Con sus pepitas se elaboraba horchata, con su jugo se hacían sorbetes, arropes y aguas compuestas y la carne se confitaba para guardarla en conserva, aunque su uso más habitual era consumirla en fresco. La sandías se vendían enteras, por mitades o en formato ración tanto en los mercados como en puestos ambulantes, y en el siglo XIX se hizo célebre un pregón que anunciaba sus tres mayores virtudes: ¡A cuarto la raja! ¡Por un cuarto la raja se come, se bebe y se lava la cara!
A esas alturas la pequeña y amarga sandía silvestre, que comenzó a cultivarse en África hace unos 5000 años debido a su alto contenido en agua, ya había adquirido –gracias a la selección artificial– el dulzor y el tamaño que actualmente la caracterizan.

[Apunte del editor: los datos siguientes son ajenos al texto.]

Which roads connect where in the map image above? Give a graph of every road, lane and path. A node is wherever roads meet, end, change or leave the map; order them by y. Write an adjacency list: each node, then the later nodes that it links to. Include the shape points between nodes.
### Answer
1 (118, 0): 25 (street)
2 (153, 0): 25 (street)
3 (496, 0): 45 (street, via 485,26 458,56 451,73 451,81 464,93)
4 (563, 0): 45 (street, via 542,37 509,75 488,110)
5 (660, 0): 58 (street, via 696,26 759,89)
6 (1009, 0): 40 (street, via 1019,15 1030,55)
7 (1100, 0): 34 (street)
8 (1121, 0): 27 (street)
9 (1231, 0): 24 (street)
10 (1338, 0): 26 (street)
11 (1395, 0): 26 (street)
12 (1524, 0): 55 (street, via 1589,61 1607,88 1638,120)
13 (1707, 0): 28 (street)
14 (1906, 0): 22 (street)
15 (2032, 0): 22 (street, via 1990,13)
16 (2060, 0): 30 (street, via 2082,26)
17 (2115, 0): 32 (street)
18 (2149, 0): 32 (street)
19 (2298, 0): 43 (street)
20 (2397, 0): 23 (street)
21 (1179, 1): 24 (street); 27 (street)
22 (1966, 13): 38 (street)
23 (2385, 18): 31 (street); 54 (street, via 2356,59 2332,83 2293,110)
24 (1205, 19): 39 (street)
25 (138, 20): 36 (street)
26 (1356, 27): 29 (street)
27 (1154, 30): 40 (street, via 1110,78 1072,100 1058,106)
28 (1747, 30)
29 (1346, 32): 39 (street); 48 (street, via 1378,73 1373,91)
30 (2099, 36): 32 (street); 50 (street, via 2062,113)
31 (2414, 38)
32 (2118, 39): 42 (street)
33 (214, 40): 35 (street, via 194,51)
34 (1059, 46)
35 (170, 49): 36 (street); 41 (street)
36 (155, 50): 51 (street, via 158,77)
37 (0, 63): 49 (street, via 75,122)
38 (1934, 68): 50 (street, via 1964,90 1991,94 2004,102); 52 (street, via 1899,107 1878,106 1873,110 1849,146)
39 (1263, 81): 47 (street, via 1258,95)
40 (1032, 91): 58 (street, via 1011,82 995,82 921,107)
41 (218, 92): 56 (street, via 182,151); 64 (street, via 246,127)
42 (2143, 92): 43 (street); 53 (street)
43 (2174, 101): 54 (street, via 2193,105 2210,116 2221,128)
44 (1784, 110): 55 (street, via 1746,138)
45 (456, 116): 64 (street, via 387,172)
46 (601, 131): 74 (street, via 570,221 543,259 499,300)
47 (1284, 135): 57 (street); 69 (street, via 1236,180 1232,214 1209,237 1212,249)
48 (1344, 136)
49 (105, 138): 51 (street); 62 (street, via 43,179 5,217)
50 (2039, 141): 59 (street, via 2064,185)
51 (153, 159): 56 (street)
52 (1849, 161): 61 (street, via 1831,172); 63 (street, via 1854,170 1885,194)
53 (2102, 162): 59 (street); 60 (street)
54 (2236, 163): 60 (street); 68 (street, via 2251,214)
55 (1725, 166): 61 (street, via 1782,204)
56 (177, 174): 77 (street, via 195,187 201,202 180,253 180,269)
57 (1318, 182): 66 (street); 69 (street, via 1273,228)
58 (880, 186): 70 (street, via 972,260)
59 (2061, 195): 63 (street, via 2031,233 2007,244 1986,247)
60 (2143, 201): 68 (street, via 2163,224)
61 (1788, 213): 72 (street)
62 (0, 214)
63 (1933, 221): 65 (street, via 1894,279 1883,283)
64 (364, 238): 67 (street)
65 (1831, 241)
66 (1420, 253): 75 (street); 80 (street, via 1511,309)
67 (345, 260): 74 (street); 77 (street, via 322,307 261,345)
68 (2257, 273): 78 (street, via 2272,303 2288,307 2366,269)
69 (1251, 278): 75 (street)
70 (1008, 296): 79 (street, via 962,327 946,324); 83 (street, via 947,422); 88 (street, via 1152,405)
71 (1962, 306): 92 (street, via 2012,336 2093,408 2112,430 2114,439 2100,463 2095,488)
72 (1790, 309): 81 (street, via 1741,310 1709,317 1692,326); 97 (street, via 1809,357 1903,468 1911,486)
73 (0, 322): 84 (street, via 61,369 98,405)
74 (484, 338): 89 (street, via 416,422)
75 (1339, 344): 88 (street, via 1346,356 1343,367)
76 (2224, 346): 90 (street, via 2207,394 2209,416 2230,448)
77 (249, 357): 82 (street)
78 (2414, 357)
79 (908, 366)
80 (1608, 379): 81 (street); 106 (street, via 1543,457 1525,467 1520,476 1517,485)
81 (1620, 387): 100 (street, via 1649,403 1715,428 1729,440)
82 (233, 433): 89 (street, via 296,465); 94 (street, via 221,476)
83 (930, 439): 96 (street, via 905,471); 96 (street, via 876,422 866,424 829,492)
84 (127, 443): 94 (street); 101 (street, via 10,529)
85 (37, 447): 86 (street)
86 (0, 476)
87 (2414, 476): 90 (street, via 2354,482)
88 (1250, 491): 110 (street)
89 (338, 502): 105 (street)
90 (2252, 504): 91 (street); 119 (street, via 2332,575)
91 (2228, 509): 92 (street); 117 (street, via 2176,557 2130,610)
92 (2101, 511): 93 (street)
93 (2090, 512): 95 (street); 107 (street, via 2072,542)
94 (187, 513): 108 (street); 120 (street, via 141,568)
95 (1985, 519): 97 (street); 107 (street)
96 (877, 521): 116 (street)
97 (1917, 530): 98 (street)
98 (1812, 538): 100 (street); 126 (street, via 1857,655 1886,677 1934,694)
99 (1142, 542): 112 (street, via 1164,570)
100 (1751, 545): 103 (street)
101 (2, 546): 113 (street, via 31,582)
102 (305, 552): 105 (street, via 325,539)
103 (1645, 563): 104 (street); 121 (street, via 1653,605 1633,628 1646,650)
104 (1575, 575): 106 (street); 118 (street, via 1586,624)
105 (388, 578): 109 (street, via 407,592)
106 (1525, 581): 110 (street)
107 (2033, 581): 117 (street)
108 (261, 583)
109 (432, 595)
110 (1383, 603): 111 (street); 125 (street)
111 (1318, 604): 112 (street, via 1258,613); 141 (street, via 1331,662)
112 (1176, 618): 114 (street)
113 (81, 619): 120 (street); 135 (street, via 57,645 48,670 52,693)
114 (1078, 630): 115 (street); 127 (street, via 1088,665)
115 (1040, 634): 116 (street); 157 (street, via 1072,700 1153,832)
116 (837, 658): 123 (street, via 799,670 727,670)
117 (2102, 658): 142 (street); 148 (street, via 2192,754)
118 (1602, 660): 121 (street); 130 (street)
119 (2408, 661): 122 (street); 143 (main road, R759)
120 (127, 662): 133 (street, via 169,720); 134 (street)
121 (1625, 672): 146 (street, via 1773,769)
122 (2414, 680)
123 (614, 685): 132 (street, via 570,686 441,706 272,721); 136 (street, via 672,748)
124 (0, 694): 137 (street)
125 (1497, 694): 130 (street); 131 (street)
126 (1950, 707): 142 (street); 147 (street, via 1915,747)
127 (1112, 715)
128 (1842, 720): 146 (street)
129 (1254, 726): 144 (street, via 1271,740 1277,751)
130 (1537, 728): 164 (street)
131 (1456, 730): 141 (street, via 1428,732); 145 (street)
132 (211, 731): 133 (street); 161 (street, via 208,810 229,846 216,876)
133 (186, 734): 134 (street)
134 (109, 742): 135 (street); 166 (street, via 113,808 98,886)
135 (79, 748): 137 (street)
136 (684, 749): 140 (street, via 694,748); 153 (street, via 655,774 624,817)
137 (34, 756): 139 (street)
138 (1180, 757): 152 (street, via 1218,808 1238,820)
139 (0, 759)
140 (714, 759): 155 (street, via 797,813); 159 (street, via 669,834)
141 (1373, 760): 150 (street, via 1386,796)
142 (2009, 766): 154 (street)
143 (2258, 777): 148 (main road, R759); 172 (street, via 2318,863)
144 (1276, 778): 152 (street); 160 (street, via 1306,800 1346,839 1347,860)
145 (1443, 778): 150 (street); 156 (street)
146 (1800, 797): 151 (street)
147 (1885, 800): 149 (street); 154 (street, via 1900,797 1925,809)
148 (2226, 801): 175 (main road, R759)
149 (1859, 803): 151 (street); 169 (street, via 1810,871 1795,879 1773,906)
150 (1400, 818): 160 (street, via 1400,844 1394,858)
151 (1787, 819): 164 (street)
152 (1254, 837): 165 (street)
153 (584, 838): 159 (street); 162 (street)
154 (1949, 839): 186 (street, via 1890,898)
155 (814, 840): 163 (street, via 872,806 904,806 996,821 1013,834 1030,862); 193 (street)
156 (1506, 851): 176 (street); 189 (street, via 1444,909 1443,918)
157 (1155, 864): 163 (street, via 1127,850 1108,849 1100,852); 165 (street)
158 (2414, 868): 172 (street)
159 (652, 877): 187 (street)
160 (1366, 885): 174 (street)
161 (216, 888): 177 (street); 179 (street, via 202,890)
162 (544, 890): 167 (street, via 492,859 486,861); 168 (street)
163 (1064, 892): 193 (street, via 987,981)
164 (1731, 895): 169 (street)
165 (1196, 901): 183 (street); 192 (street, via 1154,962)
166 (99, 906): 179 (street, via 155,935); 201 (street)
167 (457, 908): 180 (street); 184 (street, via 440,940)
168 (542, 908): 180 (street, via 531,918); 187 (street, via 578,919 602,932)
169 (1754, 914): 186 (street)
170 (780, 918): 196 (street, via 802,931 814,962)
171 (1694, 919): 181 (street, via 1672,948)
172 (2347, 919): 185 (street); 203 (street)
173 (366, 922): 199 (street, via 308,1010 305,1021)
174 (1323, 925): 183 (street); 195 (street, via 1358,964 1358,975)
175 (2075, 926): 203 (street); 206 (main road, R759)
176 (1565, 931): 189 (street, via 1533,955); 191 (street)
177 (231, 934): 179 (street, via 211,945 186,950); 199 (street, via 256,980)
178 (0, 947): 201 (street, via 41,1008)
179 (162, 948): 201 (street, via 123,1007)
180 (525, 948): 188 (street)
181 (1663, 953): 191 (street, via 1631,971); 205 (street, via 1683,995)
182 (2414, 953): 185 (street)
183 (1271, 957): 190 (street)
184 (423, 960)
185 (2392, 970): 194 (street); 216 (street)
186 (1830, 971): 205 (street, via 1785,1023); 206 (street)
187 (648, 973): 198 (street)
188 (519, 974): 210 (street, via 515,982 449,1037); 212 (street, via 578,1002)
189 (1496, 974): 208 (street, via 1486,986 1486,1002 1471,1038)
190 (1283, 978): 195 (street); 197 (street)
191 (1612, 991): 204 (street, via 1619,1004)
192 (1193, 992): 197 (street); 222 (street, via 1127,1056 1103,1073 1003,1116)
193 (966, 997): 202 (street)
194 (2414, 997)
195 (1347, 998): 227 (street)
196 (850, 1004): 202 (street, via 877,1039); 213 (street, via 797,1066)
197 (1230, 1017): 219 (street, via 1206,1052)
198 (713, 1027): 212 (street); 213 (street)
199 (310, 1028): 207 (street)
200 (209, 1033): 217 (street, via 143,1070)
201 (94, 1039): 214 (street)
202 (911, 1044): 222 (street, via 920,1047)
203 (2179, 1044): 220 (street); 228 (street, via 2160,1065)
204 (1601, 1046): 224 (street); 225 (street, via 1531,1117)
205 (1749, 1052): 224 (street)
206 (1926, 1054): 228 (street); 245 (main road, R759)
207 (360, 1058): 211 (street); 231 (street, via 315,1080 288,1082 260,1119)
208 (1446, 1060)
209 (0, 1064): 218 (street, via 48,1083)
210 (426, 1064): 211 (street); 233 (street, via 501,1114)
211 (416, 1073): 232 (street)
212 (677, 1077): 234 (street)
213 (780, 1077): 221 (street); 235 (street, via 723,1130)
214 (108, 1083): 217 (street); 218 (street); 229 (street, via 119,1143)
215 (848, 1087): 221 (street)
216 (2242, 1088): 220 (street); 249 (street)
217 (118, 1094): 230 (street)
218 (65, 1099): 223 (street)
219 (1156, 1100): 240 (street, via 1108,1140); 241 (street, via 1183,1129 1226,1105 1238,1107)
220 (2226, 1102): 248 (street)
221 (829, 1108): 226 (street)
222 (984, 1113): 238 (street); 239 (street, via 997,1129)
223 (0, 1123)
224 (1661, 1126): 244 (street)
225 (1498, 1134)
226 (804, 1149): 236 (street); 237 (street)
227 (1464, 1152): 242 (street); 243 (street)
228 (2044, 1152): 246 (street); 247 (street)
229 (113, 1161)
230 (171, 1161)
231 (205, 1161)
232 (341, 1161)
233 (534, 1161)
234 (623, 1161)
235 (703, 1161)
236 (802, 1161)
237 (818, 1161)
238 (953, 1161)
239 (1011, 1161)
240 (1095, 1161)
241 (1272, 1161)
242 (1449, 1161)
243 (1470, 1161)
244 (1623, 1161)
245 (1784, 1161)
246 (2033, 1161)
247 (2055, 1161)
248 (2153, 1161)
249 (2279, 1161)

Crucemos los dedos por que su encarecimiento sea pasajero y no desaparezcan de las noches de verano ni de las tertulias a la fresca, ésas que tan bien describió Vicente Blasco Ibáñez en 'Cuentos Valencianos' (1896). «Despedazábanse en los corros enormes sandías; hundíanse las bocas en tajadas como medias lunas; pringábanse las caras con el rojo zumo [...] y al fin la gente, con el vientre hinchado de agua, sumíase en dulce beatitud».